Nested loop division

Question

I need to divide a nested loop evenly. Now I know how to do this if i and j roughly even

 mystart = (n / numproc) * myid;
  if (n % numproc > myid){
    mystart += myid;
    myend = mystart + (n / numproc) + 1;
  }else{
    mystart += n % numproc;
    myend = mystart + (n / numproc);

  for(i=mystart; i<myend; ++i)

But I need to calculate distances between each particle so the loops look like this:

* * * * * * * * * * * * * 
* * * * * * * * * * * * *
* * * * * * * * * * * *
* * * * * * * * * * *
* * * * * * * * * *
* * * * * * * * *
* * * * * * * *
* * * * * * *
* * * * * *
* * * * *
* * * *
* * * 
* * 
*

But bigger. Each * is an operation. So if I were to use that previous algorithm then last processes would finish their work while the first processes wouldn't even be halfway there, which isn't efficient.
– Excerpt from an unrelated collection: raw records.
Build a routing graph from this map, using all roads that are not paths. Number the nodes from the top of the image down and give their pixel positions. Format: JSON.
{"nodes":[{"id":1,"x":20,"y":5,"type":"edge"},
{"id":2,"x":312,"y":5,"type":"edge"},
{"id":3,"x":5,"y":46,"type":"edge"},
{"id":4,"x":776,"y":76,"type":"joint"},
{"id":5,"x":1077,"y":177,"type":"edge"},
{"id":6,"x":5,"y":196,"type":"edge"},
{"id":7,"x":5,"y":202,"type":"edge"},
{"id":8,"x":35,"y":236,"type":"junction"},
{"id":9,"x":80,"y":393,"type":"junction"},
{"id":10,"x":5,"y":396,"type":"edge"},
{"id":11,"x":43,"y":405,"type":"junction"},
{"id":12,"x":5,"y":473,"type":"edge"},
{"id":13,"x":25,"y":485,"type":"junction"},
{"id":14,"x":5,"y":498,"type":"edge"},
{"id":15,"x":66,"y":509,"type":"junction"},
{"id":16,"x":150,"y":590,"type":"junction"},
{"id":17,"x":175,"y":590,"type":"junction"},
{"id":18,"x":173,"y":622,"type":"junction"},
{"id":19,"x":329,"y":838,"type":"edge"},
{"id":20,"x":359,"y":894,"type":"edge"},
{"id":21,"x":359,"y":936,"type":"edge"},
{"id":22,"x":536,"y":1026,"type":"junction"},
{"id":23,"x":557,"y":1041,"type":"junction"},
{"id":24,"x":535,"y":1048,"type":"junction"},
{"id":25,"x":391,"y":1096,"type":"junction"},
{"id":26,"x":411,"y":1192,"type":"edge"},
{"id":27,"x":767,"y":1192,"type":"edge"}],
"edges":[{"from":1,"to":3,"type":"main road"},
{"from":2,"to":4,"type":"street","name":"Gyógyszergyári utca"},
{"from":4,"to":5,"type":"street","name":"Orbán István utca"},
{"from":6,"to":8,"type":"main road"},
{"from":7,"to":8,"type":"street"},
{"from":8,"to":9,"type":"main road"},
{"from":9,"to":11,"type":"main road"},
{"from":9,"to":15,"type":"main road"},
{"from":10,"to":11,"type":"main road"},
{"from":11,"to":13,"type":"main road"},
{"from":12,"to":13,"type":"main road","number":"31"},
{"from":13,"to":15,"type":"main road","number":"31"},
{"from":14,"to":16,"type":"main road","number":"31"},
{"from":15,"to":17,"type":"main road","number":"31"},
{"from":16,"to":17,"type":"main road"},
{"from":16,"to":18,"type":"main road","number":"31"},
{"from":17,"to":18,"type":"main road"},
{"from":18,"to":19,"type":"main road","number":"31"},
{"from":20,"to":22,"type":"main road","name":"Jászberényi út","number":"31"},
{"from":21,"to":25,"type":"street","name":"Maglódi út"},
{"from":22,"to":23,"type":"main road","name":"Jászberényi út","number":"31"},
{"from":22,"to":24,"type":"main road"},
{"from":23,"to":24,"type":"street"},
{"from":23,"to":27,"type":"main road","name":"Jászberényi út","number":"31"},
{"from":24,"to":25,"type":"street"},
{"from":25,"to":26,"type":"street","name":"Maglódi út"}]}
Is there some kind of algorithm that I'd be able to use with MPI?

I thought that there may be a way to assign each iteration to the next process, like this: (i - iteration, p - process (out of 3))

 i1 -> p1, i2 -> p2, i3 -> p3, i4 -> p1, i5 -> p2 (and so on)

But I'm not sure if it'd work and how to implement this. If you guys have some ideas then I'd love to see them with an example of usage in MPI.

EDIT: @Zulan It'd be easier to explain with code. My code generates random particles (x,y,z) inside a box. All the information abut those particles are known only to process rank==0. I have to implement methods (links to code below) using MPI to make those computations faster.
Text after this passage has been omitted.